Migrating AWX postgres 13 to 15

Greetings,

in the past few months we have been attempting to migrate awx to a newer version, with that postgres. However we are experiencing issues with the migration from postgres-13 to postgres-15.

This is our current awx.yml

---
apiVersion: awx.ansible.com/v1beta1
kind: AWX
metadata:
  name: awx
  namespace: awx
spec:
  # Avoid hiding logs
  no_log: false
  ingress_type: ingress
  ingress_tls_secret: awx-secret-tls
  # hostname: {{ inventory_hostname }}
  hostname: {{ dnsname }}
  admin_user: admin
  # Password depends on: roles/awx/templates/admin.yml.j2
  admin_password_secret: awx-admin-password
  secret_key_secret: awx-secret-key
  
  old_postgres_configuration_secret: awx-old-postgres-configuration
  postgres_configuration_secret: awx-postgres-configuration
  
  # STORAGE
  # -------
  # Claim storage for Postgres
  postgres_storage_class: awx-postgres-volume
    # Claim storage for Projects
  projects_persistence: True
  projects_existing_claim: awx-projects-claim

  # CPU and memory
  # --------------
  # Tasks
  task_resource_requirements:
    requests:
      cpu: 1000m
      memory: {{ task_resource_min }}Mi
    limits:
      cpu: 2000m
      memory: {{ task_resource_max }}Mi
  # Web
  web_resource_requirements:
    requests:
      cpu: 1000m
      memory: {{ web_resource_min }}Mi
    limits:
      cpu: 2000m
      memory: {{ web_resource_max }}Mi
  # Execution Environment
  ee_resource_requirements:
    requests:
      cpu: 600m
      memory: {{ ee_resource_min }}Mi
    limits:
      cpu: 1200m
      memory: {{ ee_resource_max }}Mi
  # Postgres
  postgres_resource_requirements:
    requests:
      cpu: 600m
      memory: {{ postgres_resource_min }}Mi
    limits:
      cpu: 2000m
      memory: {{ postgres_resource_max }}Mi

  # Adding reconnect in hope that logs won't get truncated
  # https://github.com/ansible/awx/issues/14057
  ee_extra_env: |
    - name: RECEPTOR_KUBE_SUPPORT_RECONNECT
      value: enabled
  # CPU request/limit:
  # https://kubernetes.io/docs/concepts/configuration/manage-resources-containers/
  # "For CPU resource units, the quantity expression 0.1 is equivalent to the expression 100m. 
  # CPU resource is always specified as an absolute amount of resource, never as a relative amount.""
  ### In our case, 2000m equals 20% CPU tinme

  # No devel...
  development_mode: False

Note the two following lines are set.

old_postgres_configuration_secret: awx-old-postgres-configuration
postgres_configuration_secret: awx-postgres-configuration

old_pg.yml (awx-old-postgres-configuration):

---
apiVersion: v1
kind: Secret
metadata:
  name: awx-old-postgres-configuration
  namespace: awx
stringData:
  host: awx-postgres-13-0
  port: '5432'
  database: awx
  username: awx
  password: {{ pg_pass }}
type: Opaque

pg.yml (awx–postgres-configuration):

---
apiVersion: v1
kind: Secret
metadata:
  name: awx-postgres-configuration
  namespace: awx
stringData:
  host: awx-postgres-15-0
  port: '5432'
  database: awx
  username: awx
  password: {{ pg_pass }}
type: Opaque

note that the two pg files are equivilant.

Now to the issue..

When the pods start we can clearly see awx-controller, postgres-13-0, and postgres-15-0 has started, while inspecting the logs of awx-controller it clearly states “migration” is ongoing. After a few minutes the postgres-13-0 pod is removed leaving awx-controller and postgres-15-0.

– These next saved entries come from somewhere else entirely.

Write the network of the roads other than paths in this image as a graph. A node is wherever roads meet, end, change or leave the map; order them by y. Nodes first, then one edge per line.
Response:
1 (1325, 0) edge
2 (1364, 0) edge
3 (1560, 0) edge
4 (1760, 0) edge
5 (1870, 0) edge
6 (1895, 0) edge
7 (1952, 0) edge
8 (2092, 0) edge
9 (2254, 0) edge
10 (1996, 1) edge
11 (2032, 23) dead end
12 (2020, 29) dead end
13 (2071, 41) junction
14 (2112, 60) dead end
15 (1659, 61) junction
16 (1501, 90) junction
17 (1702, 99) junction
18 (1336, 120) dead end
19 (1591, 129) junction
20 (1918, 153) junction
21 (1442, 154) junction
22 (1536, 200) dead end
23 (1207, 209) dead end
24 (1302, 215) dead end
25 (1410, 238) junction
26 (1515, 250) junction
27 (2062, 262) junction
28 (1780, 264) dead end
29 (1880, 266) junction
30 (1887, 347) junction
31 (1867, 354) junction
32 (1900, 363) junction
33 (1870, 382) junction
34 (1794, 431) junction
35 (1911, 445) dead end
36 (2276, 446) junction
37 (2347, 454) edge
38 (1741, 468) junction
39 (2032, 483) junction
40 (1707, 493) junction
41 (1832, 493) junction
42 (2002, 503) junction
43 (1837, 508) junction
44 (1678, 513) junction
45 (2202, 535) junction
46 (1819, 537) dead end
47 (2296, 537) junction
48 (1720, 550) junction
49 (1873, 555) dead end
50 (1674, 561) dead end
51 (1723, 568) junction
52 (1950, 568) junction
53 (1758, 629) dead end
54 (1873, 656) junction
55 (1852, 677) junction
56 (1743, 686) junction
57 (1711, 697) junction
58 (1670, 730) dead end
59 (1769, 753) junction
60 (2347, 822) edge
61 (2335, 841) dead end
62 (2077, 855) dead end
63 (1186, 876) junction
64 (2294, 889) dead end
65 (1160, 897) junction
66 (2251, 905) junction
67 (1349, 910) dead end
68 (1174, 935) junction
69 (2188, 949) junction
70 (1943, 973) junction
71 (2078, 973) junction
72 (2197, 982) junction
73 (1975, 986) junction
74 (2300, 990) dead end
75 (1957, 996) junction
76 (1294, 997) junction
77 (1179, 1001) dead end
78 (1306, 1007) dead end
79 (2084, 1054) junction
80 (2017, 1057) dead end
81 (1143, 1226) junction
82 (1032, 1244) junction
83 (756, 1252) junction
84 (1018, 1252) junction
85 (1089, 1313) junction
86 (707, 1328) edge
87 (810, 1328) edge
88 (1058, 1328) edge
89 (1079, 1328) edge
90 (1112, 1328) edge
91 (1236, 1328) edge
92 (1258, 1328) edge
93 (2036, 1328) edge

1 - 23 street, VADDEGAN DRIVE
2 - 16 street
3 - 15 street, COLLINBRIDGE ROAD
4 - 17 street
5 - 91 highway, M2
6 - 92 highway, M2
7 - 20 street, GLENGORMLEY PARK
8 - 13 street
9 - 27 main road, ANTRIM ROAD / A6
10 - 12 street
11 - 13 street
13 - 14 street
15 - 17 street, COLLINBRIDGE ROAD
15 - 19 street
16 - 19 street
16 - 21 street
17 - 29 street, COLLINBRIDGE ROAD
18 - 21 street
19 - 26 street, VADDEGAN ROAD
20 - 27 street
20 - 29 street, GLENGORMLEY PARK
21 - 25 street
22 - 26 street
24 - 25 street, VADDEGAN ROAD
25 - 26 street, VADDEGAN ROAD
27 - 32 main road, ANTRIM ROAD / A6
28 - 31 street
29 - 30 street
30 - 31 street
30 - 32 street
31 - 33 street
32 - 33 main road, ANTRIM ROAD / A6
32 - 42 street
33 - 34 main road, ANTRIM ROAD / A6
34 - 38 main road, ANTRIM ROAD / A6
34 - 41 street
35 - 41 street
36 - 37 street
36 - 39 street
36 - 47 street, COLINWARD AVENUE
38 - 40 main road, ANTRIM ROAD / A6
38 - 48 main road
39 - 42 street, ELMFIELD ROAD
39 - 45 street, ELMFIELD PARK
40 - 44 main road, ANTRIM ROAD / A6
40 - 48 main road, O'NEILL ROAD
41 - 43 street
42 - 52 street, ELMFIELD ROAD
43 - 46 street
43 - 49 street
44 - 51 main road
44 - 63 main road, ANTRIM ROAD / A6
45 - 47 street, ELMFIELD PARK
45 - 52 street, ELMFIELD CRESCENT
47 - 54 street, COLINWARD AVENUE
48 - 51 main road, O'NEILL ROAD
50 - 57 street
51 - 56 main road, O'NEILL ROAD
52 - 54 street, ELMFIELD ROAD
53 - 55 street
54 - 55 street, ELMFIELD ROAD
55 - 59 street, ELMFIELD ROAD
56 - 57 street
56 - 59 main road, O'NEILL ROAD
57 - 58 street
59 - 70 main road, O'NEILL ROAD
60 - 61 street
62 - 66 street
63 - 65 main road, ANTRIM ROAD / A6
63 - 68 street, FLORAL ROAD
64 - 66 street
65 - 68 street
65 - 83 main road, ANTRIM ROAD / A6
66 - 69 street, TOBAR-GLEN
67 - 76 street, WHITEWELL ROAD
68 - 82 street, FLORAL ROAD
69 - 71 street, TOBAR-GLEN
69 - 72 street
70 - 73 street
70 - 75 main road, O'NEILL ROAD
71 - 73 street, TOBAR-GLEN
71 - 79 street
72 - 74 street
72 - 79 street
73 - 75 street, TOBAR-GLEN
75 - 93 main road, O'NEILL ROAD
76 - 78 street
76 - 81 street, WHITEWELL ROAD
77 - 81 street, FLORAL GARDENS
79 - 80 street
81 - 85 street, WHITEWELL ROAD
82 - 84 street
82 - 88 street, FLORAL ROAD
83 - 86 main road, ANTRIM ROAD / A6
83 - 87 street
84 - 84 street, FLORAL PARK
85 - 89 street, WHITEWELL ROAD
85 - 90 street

Awx-controller then logs the following:

pg_restore: error: input file is too short (read 0, expected 5)\\nTerminated\\n\", \"stderr_lines\": [\"pg_dump: error: could not translate host name \\\"awx-postgres-13-0\\\" to address: Name or service not known\", \"pg_restore: error: input file is too short (read 0, expected 5)\", \"Terminated\"], \"stdout\": \"keepalive_pid: 269\\nMigrating data from old database...\\n\", \"stdout_lines\": [\"keepalive_pid: 269\", \"Migrating data from old database...\"]}\n\r\nPLAY RECAP *********************************************************************\r\nlocalhost : ok=63 changed=0 unreachable=0 failed=1 skipped=26 rescued=0 ignored=0 \n","job":"8243886739850538834","name":"awx","namespace":"awx","error":"exit status 2","stacktrace":"github.com/operator-framework/ansible-operator-plugins/internal/ansible/runner.(*runner).Run.func1\n\tansible-operator-plugins/internal/ansible/runner/runner.go:269"}

Which all makes sence when you consider postgres-13-0 being terminated.

We did add a StorageClass as postgres-15-0 initially didnt start at all, because postgres-13-0 was already using the persistantvolume created, and therefore postgres-15-0 could not connect to it. By adding StorageClass both postgres-13-0 and postgres-15-0 could be up at the same time.

---
apiVersion: storage.k8s.io/v1
kind: StorageClass
metadata:
  name: awx-postgres-volume
provisioner: rancher.io/local-path
volumeBindingMode: WaitForFirstConsumer
reclaimPolicy: Retain

If this was the right approach we don’t know.

If there is anyone out there with any idea to what is wrong we would greatly appreciate it.

1 Like